- _Try it_
Beneath this task are records; count how many lines include the string "West" and answer with that number alone.

Saved data entries:
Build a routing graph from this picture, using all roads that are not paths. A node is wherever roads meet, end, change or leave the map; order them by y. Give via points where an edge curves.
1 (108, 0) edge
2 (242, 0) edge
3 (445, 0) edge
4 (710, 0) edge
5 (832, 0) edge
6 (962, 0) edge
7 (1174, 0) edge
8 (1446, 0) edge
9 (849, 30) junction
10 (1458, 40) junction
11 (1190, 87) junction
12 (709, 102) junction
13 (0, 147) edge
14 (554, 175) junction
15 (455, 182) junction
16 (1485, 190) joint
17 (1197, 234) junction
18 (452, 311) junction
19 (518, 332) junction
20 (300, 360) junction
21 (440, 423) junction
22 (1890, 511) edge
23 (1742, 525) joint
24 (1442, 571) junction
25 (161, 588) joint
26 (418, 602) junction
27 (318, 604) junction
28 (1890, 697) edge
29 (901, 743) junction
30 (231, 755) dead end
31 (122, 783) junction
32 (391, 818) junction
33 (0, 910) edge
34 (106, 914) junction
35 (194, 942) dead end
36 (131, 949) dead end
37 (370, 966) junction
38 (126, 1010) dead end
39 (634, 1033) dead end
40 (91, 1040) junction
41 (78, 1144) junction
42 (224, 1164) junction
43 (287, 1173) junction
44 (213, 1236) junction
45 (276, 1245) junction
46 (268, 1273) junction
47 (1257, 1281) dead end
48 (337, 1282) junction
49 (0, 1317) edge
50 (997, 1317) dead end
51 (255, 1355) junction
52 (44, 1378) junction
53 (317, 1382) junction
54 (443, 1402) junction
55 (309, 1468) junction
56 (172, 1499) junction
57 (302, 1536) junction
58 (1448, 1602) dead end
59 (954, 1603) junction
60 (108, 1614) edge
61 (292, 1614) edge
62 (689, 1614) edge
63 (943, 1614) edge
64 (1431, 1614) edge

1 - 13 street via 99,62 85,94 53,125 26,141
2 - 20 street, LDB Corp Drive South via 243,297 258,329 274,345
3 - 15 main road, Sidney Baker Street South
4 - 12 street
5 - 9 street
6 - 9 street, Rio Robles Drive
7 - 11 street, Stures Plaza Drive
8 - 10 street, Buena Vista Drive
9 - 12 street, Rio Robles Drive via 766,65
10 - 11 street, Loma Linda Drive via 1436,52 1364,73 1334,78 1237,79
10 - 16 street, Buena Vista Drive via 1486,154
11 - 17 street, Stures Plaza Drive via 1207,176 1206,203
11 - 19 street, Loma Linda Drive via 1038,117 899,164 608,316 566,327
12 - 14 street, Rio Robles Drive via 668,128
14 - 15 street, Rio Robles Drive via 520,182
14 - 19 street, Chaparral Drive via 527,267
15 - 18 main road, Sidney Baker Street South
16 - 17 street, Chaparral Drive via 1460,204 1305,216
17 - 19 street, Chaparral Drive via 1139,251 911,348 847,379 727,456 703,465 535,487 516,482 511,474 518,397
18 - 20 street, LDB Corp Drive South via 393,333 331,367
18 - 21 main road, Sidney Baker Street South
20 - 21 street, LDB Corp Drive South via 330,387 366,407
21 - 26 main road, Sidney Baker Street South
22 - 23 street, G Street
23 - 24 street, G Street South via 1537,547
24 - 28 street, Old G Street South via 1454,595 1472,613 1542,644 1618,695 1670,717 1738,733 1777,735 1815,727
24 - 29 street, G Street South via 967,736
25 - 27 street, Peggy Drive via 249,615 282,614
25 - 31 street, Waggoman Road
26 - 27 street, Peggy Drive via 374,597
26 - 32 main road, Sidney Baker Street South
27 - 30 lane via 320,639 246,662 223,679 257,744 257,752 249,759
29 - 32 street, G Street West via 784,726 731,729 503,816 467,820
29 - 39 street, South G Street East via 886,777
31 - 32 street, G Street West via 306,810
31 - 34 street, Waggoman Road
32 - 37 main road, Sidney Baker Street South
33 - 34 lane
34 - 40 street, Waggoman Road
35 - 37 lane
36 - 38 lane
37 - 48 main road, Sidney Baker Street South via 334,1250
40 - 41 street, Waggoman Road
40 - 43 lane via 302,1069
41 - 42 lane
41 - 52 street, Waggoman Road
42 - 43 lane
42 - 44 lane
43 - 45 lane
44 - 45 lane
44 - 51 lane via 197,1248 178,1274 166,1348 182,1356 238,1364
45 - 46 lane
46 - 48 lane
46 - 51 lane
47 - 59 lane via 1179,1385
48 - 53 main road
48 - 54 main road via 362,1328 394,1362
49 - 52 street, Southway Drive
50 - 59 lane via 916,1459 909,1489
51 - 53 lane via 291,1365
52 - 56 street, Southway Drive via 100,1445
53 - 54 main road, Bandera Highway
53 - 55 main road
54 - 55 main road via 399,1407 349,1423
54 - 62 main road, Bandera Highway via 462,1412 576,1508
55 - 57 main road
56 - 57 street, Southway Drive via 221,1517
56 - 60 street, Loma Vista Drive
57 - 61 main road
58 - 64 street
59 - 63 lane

- _Exercise output_
2